===== SUPPLIED RECORDS

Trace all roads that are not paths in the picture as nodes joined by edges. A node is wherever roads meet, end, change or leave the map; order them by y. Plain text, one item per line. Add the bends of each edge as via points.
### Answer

==========
===== SUPPLIED RECORDS

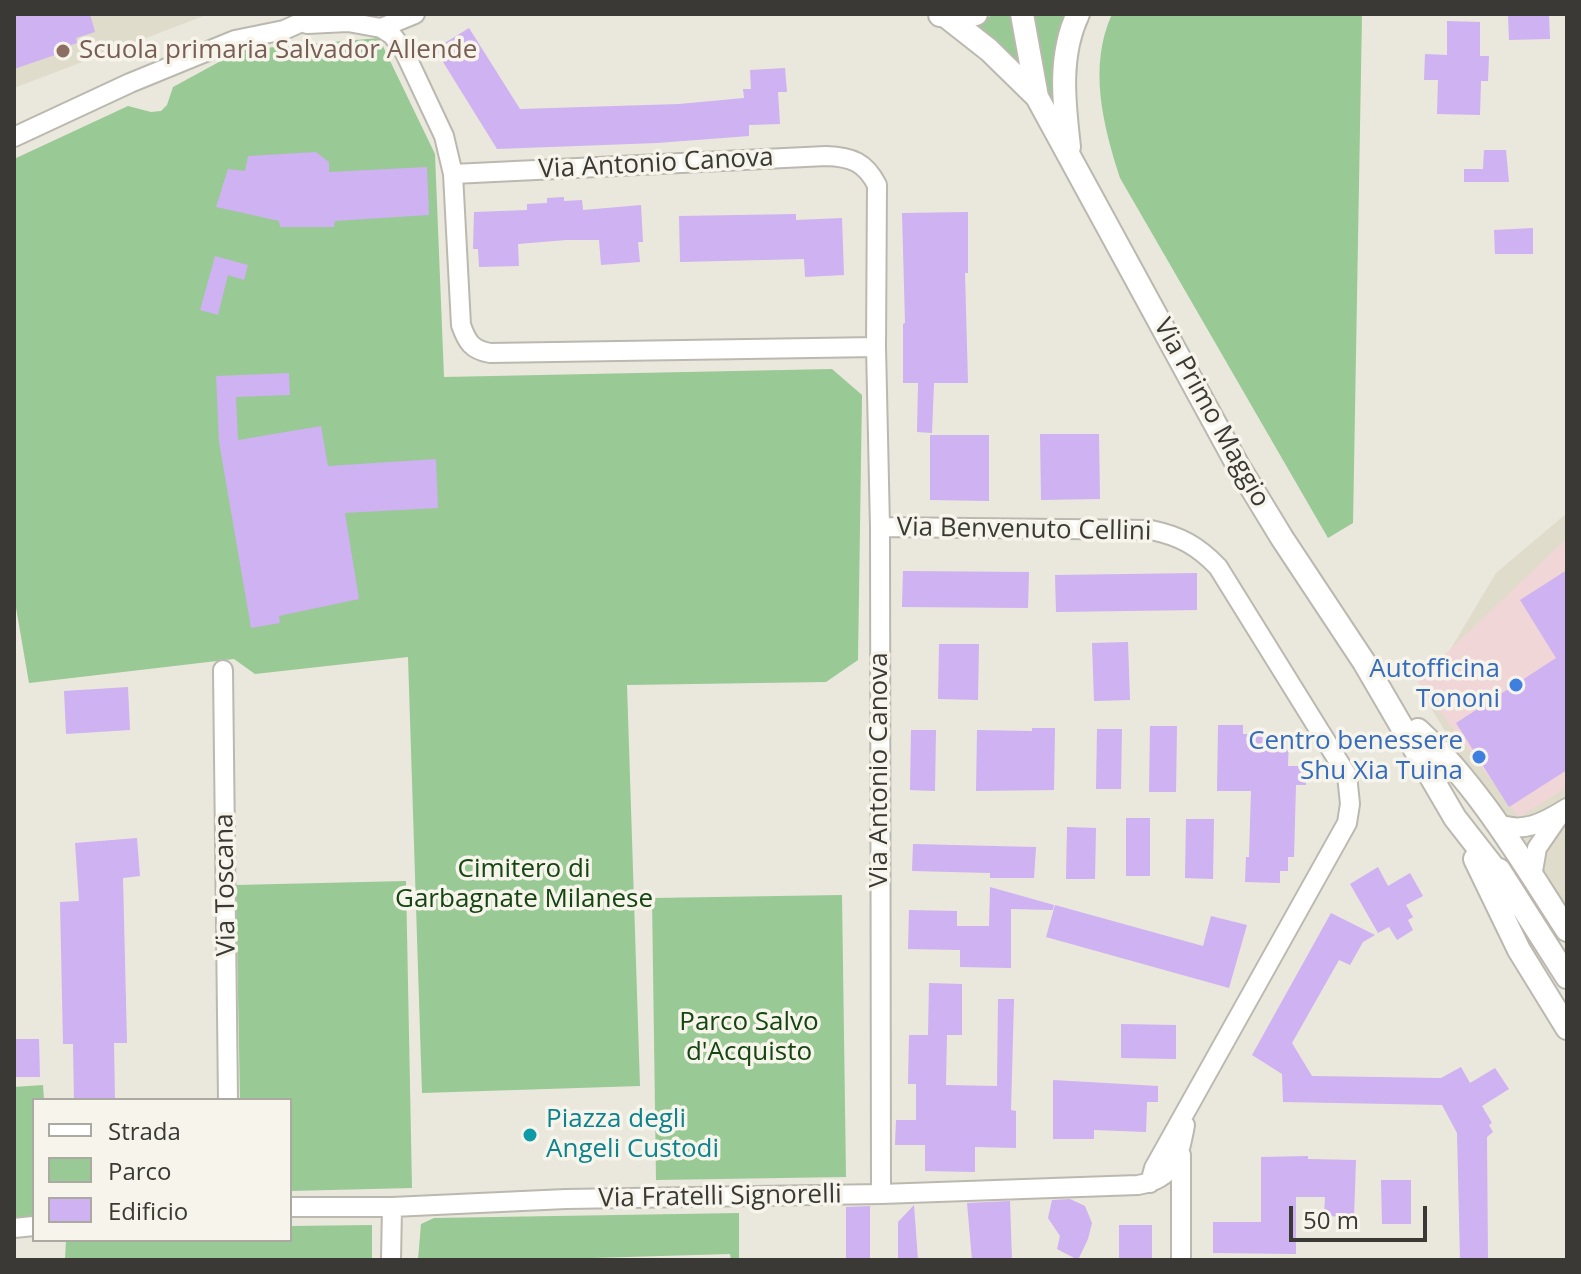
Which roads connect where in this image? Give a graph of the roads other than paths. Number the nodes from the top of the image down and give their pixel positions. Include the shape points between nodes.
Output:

==========

How many lines of the listing include the string "paths"? Respond with the number only.

2